Я пнула Мефистофеля под столом. Поняв, что увлекся, мужчина невнятно оборвал фразу и приготовился слушать дальше. На щеках Юстас вновь появились красные пятна: на этот раз девушка была довольна двойным комплиментом.

– С алых губ феи сорвался возглас удивления…

Помнила я этот возглас. Раньше мне казалось, что хрупкая дочка главного начальника нашего отделения ФБД знать таких слов не должна. Возможно, потому что я сама раньше их не слышала, а если бы и слышала, мне бы в голову не пришло сочетать их подобным образом. Сам Барков мог бы позавидовать фантазии разведчицы.

– Я почувствовал, как мое сердцебиение усилилось, вероятно, мои зрачки сужались и расширялись, все мы помним, это один из признаков выброса адреналина… Героически заслонив леди Ю своим телом, я склонился над потерпевшим. Мне никогда не доводилось видеть подобного ранее. В ту секунду я искренне жалел, что вырос атеистом и не имел права молиться кому-либо. Тысячи предсказаний скорого конца света, инопланетных пришельцев и мутантов в моей голове…

– Пытается нагнетать, – шепнул мне Мефистофель. – Безуспешно.

– Ты слишком строг, – укорила я. – Кузьма читает без выражения.

Домовой кашлянул, напоминая о своем присутствии. Мы поняли намек и замолчали.

– Кожа несчастного была покрыта руническими письменами, а сам он, невероятно бледный, лежал на траве, раскинув руки в стороны. Почему потерпевшему не помог алый колдовской медальон, висящий на цепочке? Мы почувствовали, как липкий холодный ужас скользнул вдоль наших позвоночников, даже на лице отважного наставника появилась гримаса отчаяния…
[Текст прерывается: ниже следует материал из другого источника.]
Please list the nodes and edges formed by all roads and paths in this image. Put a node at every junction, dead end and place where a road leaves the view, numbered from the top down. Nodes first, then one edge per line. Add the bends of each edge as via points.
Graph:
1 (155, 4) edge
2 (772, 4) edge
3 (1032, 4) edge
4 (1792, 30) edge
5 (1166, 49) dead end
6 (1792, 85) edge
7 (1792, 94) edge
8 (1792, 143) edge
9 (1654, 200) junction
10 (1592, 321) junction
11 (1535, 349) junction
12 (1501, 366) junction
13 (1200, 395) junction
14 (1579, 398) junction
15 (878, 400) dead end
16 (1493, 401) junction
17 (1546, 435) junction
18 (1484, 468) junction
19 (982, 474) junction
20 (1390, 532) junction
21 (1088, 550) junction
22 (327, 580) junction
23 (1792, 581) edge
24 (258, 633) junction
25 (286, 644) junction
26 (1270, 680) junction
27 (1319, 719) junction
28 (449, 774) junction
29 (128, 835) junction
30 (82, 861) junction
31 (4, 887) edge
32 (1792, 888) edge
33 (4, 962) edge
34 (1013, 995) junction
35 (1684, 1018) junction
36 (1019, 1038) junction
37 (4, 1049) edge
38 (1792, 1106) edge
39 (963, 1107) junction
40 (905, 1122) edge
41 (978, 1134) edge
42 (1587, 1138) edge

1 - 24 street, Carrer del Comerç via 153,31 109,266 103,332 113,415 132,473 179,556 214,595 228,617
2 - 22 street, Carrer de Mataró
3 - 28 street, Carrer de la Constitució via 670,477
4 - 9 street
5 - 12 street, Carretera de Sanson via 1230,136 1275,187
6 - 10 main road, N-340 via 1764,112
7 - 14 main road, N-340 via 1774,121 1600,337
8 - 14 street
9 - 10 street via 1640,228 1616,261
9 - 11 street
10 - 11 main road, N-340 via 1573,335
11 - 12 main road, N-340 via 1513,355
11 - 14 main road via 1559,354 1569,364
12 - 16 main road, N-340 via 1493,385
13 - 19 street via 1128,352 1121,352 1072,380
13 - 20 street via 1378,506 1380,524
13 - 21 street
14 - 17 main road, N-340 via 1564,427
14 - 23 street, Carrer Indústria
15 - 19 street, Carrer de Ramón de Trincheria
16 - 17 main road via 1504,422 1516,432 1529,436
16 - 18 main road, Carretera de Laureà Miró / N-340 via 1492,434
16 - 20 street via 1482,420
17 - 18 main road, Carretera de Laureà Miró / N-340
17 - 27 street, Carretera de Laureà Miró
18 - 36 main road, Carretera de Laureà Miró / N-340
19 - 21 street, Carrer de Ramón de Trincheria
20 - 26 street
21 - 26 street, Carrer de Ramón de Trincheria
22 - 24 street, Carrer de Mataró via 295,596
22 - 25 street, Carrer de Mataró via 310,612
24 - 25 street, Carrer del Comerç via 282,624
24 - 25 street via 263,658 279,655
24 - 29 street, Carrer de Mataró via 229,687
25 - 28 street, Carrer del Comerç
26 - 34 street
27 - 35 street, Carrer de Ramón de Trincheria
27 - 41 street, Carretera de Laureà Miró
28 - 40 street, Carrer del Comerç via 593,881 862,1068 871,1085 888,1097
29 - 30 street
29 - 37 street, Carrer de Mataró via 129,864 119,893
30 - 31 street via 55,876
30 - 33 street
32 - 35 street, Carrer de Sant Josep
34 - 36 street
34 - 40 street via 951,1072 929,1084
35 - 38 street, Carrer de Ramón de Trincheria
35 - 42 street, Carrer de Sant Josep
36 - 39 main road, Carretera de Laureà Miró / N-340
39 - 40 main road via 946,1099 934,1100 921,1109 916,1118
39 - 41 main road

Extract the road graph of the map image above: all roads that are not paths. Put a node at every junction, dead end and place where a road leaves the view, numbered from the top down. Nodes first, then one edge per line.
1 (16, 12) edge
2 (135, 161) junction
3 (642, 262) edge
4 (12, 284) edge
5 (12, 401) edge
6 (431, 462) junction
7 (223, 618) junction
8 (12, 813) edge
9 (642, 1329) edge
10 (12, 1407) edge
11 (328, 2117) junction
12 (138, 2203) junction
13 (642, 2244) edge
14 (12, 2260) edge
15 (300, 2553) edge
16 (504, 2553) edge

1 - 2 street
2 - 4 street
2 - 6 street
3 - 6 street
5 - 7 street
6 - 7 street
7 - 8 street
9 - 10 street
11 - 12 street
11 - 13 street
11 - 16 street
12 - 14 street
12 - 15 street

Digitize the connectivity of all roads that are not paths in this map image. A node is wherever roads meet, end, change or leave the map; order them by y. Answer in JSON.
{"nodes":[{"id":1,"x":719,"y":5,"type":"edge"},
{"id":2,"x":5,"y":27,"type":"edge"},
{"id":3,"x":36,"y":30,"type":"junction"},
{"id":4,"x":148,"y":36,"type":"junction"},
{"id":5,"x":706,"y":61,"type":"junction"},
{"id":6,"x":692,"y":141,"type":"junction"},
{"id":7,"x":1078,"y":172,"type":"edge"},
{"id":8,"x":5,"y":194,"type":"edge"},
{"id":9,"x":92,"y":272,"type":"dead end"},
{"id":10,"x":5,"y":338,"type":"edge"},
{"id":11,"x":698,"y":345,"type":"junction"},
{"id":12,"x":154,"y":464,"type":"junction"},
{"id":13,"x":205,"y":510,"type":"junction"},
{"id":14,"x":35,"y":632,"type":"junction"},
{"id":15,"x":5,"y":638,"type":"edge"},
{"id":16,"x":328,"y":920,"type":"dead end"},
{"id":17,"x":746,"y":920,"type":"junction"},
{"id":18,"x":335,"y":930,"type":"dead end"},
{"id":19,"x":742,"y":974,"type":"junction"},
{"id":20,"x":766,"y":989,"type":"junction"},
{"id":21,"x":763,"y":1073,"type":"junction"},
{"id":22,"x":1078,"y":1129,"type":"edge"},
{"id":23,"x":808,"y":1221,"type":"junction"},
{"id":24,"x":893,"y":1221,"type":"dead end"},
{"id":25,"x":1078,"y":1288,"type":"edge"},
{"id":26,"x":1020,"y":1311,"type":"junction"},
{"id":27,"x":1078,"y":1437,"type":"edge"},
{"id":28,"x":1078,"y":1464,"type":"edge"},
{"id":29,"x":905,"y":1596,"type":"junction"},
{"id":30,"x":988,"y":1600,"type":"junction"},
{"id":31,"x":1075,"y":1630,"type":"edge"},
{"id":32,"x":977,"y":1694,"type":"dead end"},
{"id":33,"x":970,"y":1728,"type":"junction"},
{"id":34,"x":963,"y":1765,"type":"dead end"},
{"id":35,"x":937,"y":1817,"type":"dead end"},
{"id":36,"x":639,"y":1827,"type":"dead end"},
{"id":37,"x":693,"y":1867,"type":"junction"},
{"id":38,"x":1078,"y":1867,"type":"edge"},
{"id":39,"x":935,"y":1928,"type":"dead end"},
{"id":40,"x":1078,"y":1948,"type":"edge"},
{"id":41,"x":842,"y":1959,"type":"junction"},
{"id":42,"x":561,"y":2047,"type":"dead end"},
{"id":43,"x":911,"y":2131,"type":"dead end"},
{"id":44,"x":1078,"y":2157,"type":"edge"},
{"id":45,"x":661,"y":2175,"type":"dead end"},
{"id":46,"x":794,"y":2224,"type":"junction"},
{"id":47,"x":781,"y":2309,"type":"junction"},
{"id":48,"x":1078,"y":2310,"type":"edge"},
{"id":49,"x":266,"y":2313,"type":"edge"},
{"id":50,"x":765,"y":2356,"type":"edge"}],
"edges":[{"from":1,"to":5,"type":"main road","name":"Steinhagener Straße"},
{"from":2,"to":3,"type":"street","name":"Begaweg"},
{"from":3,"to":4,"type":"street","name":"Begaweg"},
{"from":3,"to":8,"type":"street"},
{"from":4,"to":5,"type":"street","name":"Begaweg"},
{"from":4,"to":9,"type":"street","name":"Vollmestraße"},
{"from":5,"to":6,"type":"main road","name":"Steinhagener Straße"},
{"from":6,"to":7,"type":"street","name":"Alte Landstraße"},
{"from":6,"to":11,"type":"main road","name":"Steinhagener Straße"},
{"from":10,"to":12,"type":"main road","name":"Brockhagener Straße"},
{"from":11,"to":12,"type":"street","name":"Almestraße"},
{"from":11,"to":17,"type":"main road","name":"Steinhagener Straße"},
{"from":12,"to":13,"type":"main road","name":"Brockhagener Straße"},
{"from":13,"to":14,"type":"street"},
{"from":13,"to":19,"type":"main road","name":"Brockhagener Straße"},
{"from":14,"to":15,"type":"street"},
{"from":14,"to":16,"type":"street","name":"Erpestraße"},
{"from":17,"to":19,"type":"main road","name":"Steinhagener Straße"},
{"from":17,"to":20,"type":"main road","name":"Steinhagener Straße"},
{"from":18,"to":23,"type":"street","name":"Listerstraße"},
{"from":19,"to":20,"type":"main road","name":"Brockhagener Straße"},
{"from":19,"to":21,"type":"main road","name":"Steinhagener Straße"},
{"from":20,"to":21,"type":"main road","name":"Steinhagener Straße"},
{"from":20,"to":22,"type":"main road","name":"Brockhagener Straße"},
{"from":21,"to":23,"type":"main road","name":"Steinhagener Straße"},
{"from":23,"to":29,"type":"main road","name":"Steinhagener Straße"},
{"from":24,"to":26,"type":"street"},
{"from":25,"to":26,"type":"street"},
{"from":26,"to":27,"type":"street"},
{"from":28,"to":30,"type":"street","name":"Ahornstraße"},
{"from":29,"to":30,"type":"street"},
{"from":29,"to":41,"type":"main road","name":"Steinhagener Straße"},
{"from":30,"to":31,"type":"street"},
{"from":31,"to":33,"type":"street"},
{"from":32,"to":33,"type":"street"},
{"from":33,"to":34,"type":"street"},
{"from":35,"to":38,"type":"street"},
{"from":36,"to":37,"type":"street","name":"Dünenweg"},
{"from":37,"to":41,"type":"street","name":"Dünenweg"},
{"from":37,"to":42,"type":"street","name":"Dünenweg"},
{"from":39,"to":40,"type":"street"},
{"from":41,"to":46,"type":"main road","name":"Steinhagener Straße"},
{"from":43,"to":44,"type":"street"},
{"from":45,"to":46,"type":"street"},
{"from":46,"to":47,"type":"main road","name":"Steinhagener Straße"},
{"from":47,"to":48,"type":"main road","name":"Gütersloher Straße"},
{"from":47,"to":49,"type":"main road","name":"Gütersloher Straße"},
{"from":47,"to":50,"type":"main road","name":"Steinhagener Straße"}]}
– Я думаю, достаточно, – прервал Кузьму Мефистофель, не желая слушать про свое выражение лица. – Если Петр пообещает нам, что будет работать над стилем и слогом, то инцидент можно считать исчерпанным.

Я бросила быстрый взгляд в сторону домового – тот гневно шевелил ушами, отчего кисточки на их кончиках колыхались. Была у Кузьмы такая забавная привычка, которая до сих пор вызывала у меня умиление.

– В качестве наказания, – напарник тоже заметил ярость легендарного разведчика. – Петр будет отрабатывать дополнительные часы в библиотеке при НИИ ФБД, в отделе редких книг и рукописей, текстологи жаловались на отсутствие лишних рук на период отпусков. Заодно уделит внимание стилю.

Его голос звучал настолько ровно и уважительно, что не оставалось никаких сомнений: он издевался. И вся группа это прекрасно понимала, включая Кузьму, но даже он не мог ничего изменить. Формально наказание было вынесено, оспаривать его – привлекать лишнее внимание руководства к нам всем, а мы и без того не обделены оным. Тем более – о чудеса нашей великой структуры! – Мефистофель занимал более высокую должность, хотя звание имел на три или четыре ранга ниже.

Кузьма медленно выдохнул и прикрыл глаза. Мы терпеливо ждали. Честно говоря, мне даже было неловко перед домовым. Я бы сама не захотела работать с нами.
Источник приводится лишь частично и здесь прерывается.